C’est alors que, pour montrer clairement qu’au sein de ses disciples, donc dans la communauté chrétienne, ce n’est pas le genre de mentalité à avoir, « Jésus appela un petit enfant, le plaça au milieu d’eux », et leur donne une leçon : « Vous savez, mes amis, si vous voulez entrer dans le royaume de Dieu, c’est-à-dire faire partie de l’Église et accéder auprès de Dieu, il vous faut changer d’attitude, et devenir comme ce petit enfant, là devant nous. Oui, devenez humbles comme cet enfant, donc évacuez de votre vie toute prétention, tout orgueil, tout désir de vous montrer ou de vous prendre pour importants » (v. 3-5).
Le début du verset 3 dit littéralement : « si vous ne vous convertissez pas », ou bien « si vous ne changez pas d’attitude », ou encore « si vous ne vous retournez pas ». Il est donc ici question de changement de mentalité((Apparemment, la maman de Jacques et Jean, deux des disciples de Jésus, n’avait pas compris cette leçon, puisque deux chapitres plus loin, dans Matthieu 20.20-21, elle demande à Jésus que, dans le Royaume des cieux, ses fils soient assis l’un à droite du Christ et l’autre à gauche.)).
Cette prétention de briller, de « jouer au gros crac », bref d’être important, a toujours été présente dans la mentalité humaine, il y a deux mille ans comme aujourd’hui…

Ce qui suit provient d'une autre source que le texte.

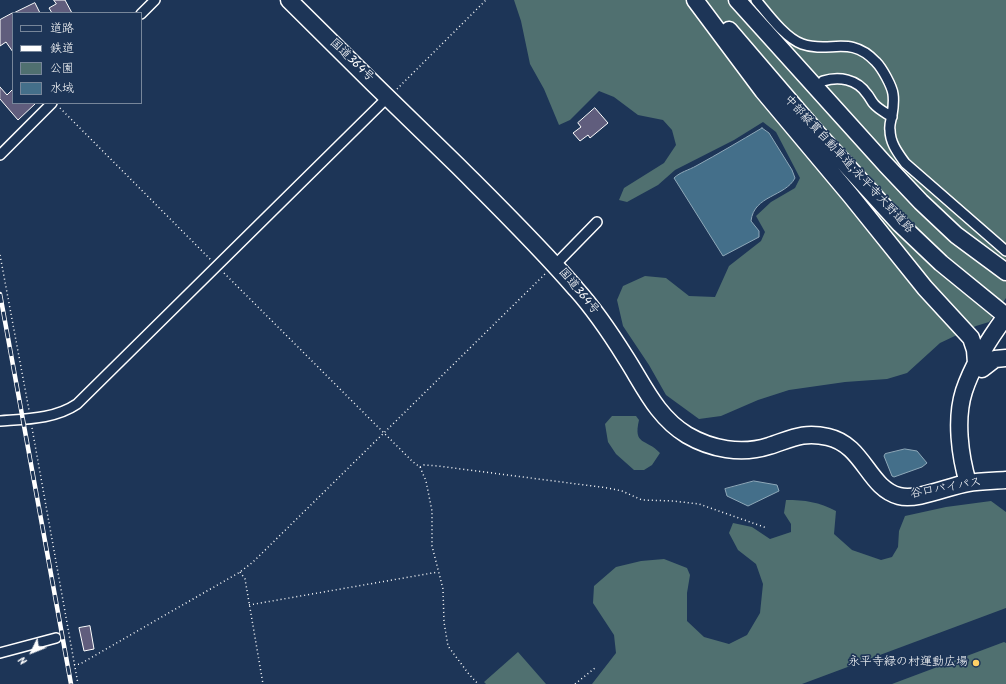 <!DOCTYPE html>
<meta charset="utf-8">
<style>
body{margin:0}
#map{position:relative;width:1006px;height:684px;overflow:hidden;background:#1d3557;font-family:Kalam,"Klee One",sans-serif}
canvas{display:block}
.legend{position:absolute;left:12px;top:12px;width:130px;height:92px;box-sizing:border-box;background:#1d3557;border:1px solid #77869a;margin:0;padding:5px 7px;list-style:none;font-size:12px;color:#fff}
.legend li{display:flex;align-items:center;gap:8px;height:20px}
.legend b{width:20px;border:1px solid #77869a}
.north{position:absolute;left:12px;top:632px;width:40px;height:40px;-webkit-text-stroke:3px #1d3557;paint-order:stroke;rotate:227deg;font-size:11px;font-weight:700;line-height:16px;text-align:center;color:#fff}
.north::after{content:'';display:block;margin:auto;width:14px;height:18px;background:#fff;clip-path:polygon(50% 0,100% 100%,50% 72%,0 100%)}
</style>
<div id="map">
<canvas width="1006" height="684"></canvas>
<ul class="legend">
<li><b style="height:5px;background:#1d3557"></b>道路</li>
<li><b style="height:5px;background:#fff"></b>鉄道</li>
<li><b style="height:11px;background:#507070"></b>公園</li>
<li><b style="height:11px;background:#446f8a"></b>水域</li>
</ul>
<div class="north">N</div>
</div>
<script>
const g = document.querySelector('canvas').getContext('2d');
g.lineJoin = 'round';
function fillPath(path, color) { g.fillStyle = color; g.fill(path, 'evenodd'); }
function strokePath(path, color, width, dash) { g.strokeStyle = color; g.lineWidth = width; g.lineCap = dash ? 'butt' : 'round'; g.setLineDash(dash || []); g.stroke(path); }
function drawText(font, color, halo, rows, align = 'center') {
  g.font = font + ' Kalam,"Klee One",sans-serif'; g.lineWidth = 3.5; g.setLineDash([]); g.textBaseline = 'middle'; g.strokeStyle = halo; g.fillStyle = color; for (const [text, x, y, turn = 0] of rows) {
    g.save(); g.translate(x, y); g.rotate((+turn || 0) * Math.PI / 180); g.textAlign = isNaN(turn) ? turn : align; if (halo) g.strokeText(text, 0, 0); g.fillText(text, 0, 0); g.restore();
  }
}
fillPath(new Path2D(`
 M514 0H1006V298L989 322 976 326 940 343 907 373 887 379 845 382 789 390 758 400 721 416 699 419 666 395 649 365 623 326 617 300 623 286 645 276 666 278 689 296 715 297 729 266 761 241 765 232 756 216 771 202 795 188 800 178 776 132 763 122 734 140 675 170 658 185 627 202 619 200 624 188 664 163 676 145 672 130 663 120 638 115 614 97 599 91 570 120 559 125 544 89 530 64 521 21Z
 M612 416H636L639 420C633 446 646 438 660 453L652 465 644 470H634L616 454 608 442 605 424Z
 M786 500C805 500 819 502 836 511L834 534 852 550 881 560 892 557 898 547 899 531 905 516 946 507 991 501 1006 512V608L802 684H592L616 653 614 635 593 603 594 586 616 567 641 561 664 559 687 568 690 575 687 593V621L704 637 729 644 747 635 760 613 763 584 756 564 738 550 729 533 733 523 752 527 770 539 791 532V524L784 513Z
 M1004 642 1006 643V684H892Z
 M518 652 546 684H486L484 682Z`), '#507070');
const water = new Path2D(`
 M762 128 769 133 792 170 795 178C785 197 754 195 751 221L759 231V237L723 256 674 178C680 172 689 170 696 166 718 154 740 141 762 128Z
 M905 449 917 451 927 463 922 467 894 477 892 476 884 456 885 454Z
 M754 481 777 485 779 491 748 506 727 496 725 489Z`);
fillPath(water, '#446f8a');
strokePath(water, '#8fa9b9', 1);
const building = new Path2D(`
 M54 0H65L72 13H52L49 8 56 4Z
 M35 3 40 13H14Z
 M13 13V52L6 42 0 46V20Z
 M0 87 7 95 13 89V103H36L18 120 0 99Z
 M595 108 608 123 590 138 588 135 580 141 573 133 581 127 578 123Z
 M90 626 94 649 84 651 79 628Z`);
fillPath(building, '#605d7d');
strokePath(building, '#fff', 1);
const street = new Path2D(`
 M756 0C767 13 785 38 802 44 830 54 850 34 876 62 882 68 892 86 893 94 894 101 893 109 892 115 891 120 889 126 890 130 890 143 898 153 905 163L1006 251
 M141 14 155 0
 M823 81C839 76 857 79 867 94 870 97 871 101 874 104 878 109 886 113 892 117
 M0 155 52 103
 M555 265 597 222
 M0 421C26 419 55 419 77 404L388 97
 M0 653 56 638`);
const highway = new Path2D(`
 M289 0C345 56 401 111 458 166 498 206 539 246 576 289 595 310 611 334 626 358 644 386 657 417 687 435 711 449 741 455 769 446 791 439 803 431 828 437 864 445 868 488 899 496 917 501 949 486 968 483 981 481 994 481 1006 480
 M695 0 763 91 851 196 925 288 971 338 975 350 976 363
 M737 0 885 164 921 202 956 235 1006 272
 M729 30 818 134 900 224 941 263 1006 316
 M982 369 995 359 1006 358
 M968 483C960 456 955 419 964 391 973 364 989 339 1006 316`);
strokePath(street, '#fff', 12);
strokePath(highway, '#fff', 19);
strokePath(new Path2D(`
 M397 89 486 0
 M60 108 211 260
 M0 255 29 410
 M224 273 413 462 420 467 426 481 432 511V546L443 589 444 622 448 646 468 673 478 684
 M32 428 78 684
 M420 467 424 465 438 466 608 488 622 491 642 500 673 501 699 504 767 528
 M240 572 245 579 263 684
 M249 605 438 572
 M74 665 80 664 240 572 253 562 546 273
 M575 684 595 668`), '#fff', 1.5, [1, 3]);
strokePath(street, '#1d3557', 9);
strokePath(highway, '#1d3557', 16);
const rail = new Path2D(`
 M0 294 71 684`);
strokePath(rail, '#fff', 4.5);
strokePath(rail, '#1d3557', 3, [9]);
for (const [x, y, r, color] of [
 [976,663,4,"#ffd166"]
]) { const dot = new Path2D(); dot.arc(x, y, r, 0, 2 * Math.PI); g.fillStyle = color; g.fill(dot); strokePath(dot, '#1d3557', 1.5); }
drawText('12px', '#fff', '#1d3557', [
 ["国道364号",351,61,44],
 ["中部縦貫自動車道;永平寺大野道路",848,165,47],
 ["国道364号",578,292,50],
 ["谷口バイパス",946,489,-10]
]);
drawText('12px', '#fff', '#1d3557', [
 ["永平寺緑の村運動広場",968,663]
], 'right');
</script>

La communauté des croyants, l’Église, au contraire, est un lieu de simplicité et d’humilité. L’exemple de l’enfant est parlant : un enfant, en effet, quand il est jeune, ne désire pas l’autorité, ne regarde pas aux distinctions extérieures (apparence, couleur de peau, classe sociale), est libre de toute malice, est prêt à être enseigné, regarde les grands pour les imiter, et accepte volontiers de dépendre de ses parents ; une dépendance qui le rassure. Nous devons aussi savoir que dans la société antique, l’enfant n’était pas un symbole d’innocence mais de dépendance, puisqu’il n’avait ni pouvoir ni statut mais dépendait entièrement de ses parents. Ce texte nous invite donc à être et/ou devenir comme des enfants, dans le service pour Dieu dans l’Église, entre nous : « Si quelqu’un désire être le premier, qu’il se fasse le dernier de tous, et le serviteur de tous »
(Marc 9.35). Jésus lui-même nous a donné l’exemple du serviteur, dans Philippiens 2.5-8.
Voici maintenant le schéma et les mots-clés que nous voyons dans ce passage((Pour cette analyse de Matthieu 18 et ces thèmes, je dois beaucoup à un livre fort intéressant sur le sujet : Ched Myers & Elaine Enns, Ambassadors of Reconciliation, vol. I, New Testament Reflections on Restorative Justice and Peacemaking, Maryknoll, New York : Orbis Books, 2009, p.49-81, dont le titre du chapitre évocateur est : Reversing « Lamech’s Curse » ; Jesus as a Teacher of Restorative Justice (Matthew 18) (Renversement/Inversion de la « malédiction de Lémek » ; Jésus comme enseignant de la justice restaurative (Matthieu 18) )):
Accueil pour les petits (v. 1-10)
Compassion pour les perdus (v. 11-14)
Pardon pour les pécheurs (v. 15-18, 21-22 et 23-35)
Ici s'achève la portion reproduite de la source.